▶ [Supplied data]:
□ □ □
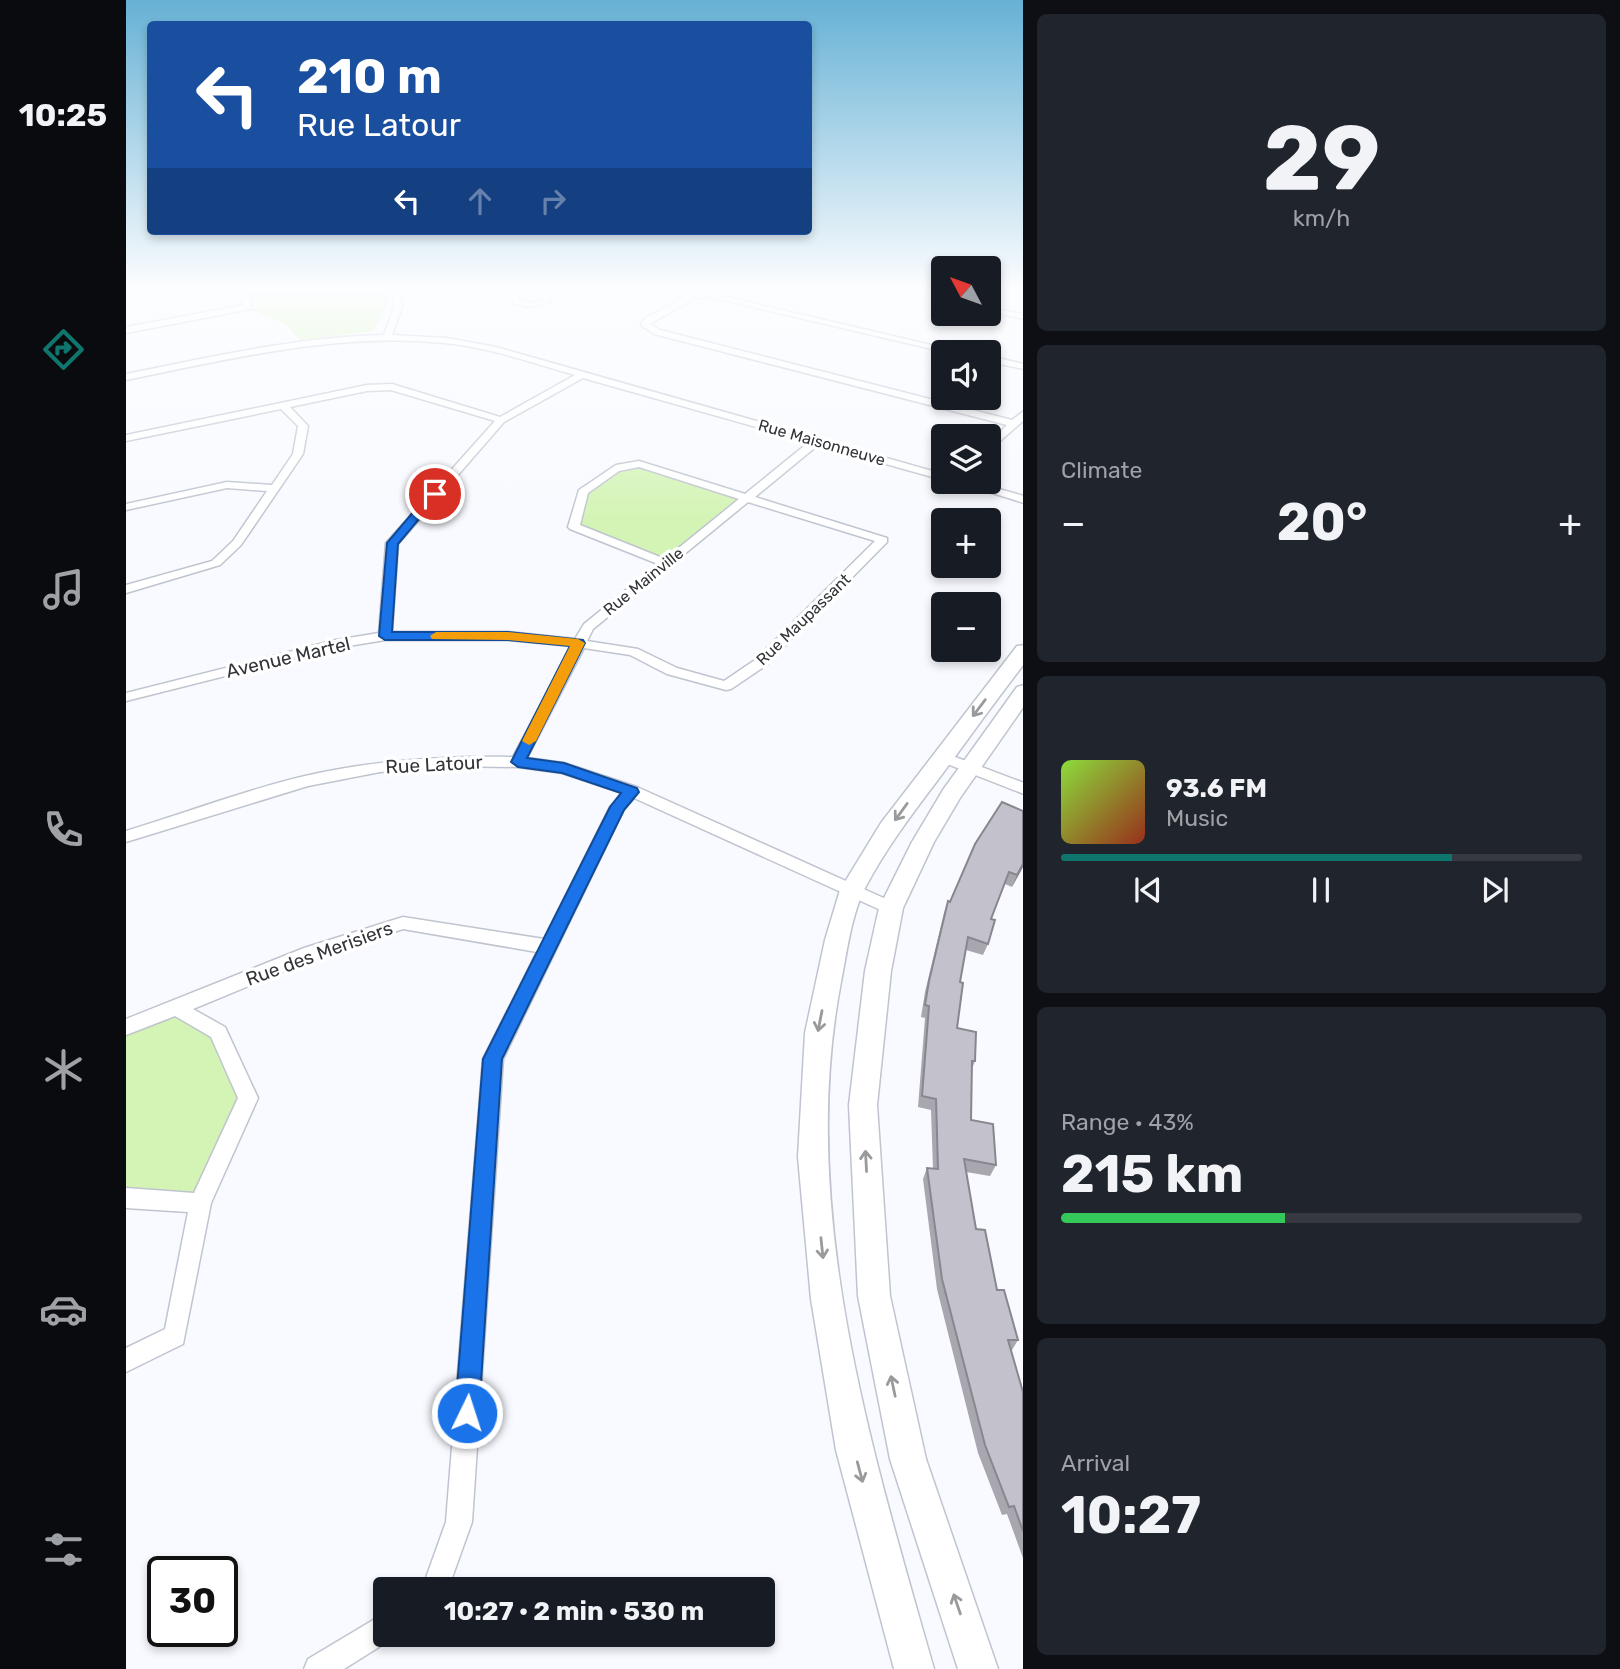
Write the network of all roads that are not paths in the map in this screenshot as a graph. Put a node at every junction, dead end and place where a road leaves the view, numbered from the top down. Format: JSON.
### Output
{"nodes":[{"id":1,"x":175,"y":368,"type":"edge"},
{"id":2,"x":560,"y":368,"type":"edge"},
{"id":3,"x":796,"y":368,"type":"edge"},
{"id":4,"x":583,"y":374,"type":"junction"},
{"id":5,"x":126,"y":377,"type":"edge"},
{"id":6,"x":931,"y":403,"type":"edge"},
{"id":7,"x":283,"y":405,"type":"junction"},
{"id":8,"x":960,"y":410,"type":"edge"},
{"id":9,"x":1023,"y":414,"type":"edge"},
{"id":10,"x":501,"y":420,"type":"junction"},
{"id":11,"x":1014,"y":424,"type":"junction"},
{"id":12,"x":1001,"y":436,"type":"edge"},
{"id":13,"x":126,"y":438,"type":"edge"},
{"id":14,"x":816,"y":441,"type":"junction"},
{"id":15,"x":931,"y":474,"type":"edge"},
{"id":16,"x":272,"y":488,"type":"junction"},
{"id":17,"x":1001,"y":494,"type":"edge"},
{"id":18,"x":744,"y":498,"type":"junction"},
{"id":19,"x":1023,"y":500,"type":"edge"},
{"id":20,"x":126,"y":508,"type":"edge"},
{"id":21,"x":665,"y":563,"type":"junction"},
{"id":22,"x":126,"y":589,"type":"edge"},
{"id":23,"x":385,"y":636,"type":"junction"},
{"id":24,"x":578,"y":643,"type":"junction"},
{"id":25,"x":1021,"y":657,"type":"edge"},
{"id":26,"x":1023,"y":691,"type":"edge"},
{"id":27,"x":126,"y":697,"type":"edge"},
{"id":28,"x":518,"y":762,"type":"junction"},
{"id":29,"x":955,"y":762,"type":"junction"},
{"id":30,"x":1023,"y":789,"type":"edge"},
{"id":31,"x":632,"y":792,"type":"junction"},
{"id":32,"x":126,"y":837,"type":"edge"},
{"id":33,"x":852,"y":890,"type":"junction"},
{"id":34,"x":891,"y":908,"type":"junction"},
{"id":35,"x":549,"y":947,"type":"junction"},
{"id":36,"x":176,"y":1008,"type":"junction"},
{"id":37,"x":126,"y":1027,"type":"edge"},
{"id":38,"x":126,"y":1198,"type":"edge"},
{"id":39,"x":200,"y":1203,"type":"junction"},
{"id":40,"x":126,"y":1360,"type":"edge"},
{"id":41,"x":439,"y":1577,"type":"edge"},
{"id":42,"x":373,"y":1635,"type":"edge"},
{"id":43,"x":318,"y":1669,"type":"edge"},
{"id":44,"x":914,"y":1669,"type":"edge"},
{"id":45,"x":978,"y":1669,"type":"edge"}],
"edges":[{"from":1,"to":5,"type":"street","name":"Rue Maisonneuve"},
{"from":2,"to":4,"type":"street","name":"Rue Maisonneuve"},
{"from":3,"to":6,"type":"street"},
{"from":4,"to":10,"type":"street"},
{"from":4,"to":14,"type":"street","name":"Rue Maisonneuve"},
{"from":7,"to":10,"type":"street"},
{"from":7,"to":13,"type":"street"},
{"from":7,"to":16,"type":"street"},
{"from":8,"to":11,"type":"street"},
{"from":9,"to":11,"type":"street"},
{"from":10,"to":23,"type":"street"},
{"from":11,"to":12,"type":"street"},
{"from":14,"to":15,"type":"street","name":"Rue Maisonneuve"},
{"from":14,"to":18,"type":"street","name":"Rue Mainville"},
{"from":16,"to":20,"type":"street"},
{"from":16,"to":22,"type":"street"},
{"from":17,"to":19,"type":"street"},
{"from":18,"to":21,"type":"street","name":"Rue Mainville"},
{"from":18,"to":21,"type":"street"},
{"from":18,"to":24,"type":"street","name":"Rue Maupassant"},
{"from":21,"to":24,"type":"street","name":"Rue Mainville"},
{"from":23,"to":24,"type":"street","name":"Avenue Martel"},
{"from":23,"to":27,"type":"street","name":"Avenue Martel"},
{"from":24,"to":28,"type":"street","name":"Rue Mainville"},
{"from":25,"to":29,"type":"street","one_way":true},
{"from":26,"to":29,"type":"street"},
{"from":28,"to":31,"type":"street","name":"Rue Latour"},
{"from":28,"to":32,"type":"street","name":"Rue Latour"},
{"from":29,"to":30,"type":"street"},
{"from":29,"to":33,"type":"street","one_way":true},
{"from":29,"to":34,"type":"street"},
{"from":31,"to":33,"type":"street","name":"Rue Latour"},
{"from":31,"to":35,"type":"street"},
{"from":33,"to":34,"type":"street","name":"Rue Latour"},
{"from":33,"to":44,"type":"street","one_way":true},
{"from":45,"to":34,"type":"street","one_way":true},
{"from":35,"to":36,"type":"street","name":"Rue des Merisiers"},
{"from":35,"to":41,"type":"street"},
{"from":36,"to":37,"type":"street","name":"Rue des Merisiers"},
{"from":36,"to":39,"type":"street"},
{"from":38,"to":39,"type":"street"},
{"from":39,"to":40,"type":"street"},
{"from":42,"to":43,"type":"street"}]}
□ □ □
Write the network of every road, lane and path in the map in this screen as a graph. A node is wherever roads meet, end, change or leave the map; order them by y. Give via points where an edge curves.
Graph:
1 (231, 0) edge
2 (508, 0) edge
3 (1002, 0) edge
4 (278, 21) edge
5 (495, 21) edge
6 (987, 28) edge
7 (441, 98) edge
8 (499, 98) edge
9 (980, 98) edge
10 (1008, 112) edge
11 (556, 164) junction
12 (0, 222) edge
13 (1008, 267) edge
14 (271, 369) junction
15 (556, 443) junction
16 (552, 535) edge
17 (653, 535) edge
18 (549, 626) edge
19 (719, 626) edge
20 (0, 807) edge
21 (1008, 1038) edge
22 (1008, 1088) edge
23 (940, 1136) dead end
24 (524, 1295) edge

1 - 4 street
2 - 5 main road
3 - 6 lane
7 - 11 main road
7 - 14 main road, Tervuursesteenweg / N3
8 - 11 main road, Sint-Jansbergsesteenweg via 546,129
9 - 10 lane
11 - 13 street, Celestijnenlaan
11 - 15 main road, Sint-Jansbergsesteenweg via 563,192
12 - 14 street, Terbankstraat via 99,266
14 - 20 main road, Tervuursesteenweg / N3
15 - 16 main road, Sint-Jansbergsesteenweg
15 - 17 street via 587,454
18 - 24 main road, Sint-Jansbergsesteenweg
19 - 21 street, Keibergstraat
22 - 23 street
□ □ □
▶ [Task statement]: Wherever the word "network" appears in the data, return the whole line.

▶ [Answer]:
Write the network of all roads that are not paths in the map in this screenshot as a graph. Put a node at every junction, dead end and place where a road leaves the view, numbered from the top down. Format: JSON.
Write the network of every road, lane and path in the map in this screen as a graph. A node is wherever roads meet, end, change or leave the map; order them by y. Give via points where an edge curves.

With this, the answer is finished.